AG: Transition bonds can make a lot of sense for companies in high-emission industries, but they need a clear framework to gain wider acceptance. Investors want to see strong science-based targets and credible transition plans with related investments. Japan has led the way, but until other markets develop transition taxonomies, we will lack broader adoption. The key is ensuring that these instruments are robust and not seen as a form of greenwashing.

EF: How are pricing trends evolving? Are issuers still able to benefit from a 'greenium'?

FZ: We certainly still see a benefit for issuers, although it is natural that, at a time when the market is historically very tight, the difference in pricing inevitably narrows somewhat. We continue to see a clear boost in terms of demand from investors for these issuances.

TA: There remains a greenium in European sovereigns, although it does fluctuate. Over the last two years, while rates were going up, this effect was seen most clearly in shorter-dated bonds. However, as rates come down, we expect the greenium to move to longer-dated paper, as investors seek to lock in higher rates for as long as they can.

A greenium is a function of supply and demand, and one of the things that drives that demand is investors seeking diversification.
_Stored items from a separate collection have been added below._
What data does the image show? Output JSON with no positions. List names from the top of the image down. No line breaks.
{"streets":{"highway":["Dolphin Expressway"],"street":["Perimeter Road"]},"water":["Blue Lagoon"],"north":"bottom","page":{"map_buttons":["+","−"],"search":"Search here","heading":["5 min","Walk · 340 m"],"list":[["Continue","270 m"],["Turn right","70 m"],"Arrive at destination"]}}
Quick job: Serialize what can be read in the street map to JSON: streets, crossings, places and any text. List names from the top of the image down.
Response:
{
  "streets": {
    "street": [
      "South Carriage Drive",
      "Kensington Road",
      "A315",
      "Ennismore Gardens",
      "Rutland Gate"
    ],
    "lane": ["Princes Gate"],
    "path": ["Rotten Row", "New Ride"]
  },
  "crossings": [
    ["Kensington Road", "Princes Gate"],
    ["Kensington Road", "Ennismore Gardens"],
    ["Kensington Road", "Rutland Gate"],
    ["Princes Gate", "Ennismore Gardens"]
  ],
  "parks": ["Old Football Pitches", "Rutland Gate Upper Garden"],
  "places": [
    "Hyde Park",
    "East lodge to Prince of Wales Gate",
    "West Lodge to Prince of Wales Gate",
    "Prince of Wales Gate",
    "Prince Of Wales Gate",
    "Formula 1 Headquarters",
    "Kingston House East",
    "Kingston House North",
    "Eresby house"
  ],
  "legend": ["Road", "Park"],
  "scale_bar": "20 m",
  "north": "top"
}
So, if there's issuance from a geography or a sector that doesn't typically issue sustainable debt, it is likely to be able to attract a pricing premium.
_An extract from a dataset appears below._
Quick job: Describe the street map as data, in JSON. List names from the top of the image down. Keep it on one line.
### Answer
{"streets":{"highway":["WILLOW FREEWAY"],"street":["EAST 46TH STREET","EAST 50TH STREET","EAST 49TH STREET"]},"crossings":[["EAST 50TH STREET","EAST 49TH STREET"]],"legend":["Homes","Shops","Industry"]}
CH: In the APAC region, we've been analysing the pricing of sustainable bonds issued in dollars and euros compared with conventional bonds. We found that, over 2024, sustainable bonds delivered additional pricing compression of 3.5 basis points (bps) compared with their conventional equivalents. In terms of new issuance premium, sustainable bonds also outshined conventional bonds, by 3.38 bps. So, there's a bit of green premium to issuers, but it shouldn't be exaggerated: the main benefit to issuers from sustainable bonds is their ability to attract additional demand.

EF: Finally, what innovations do you expect to see in the market in 2025?

TA: Transition bonds are going to be a key source of innovation, and I expect China to really explore this part of the market. One of the benefits for Chinese issuers is that they have a large domestic investor base, so they don't need to develop a transition label that is necessarily universally accepted. I think the Middle East will start to look at transition bonds as well.

CH: I also expect to see innovation around blended finance. We hope to work closely with the multilateral development banks (MDBs) and development finance institutions (DFIs) to help issuers in emerging markets with credit challenges to come to market. There are various instruments that can help de-risk sustainable debt issuance from these issuers, whether its credit guarantees, partial guarantees or tapping concessional capital.

AG: Blended finance or development finance, however you name it, is the area where I would expect most innovations to come from. There is a real need to develop better structures, with the help of the MDBs and DFIs, to make financing the Global South more palatable to institutional investors.

Frederic Zorzi is global head of primary markets, Trevor Allen is head of sustainability research at BNP Paribas Markets 360, Agnès Gourc is head of sustainable capital markets, BNP Paribas Global Markets, in London, Chaoni Huang is head of sustainable capital markets, global markets APAC, at BNP Paribas in Hong Kong, and Franck Rizzoli is head of ESG financing advisory, at BNP Paribas in London.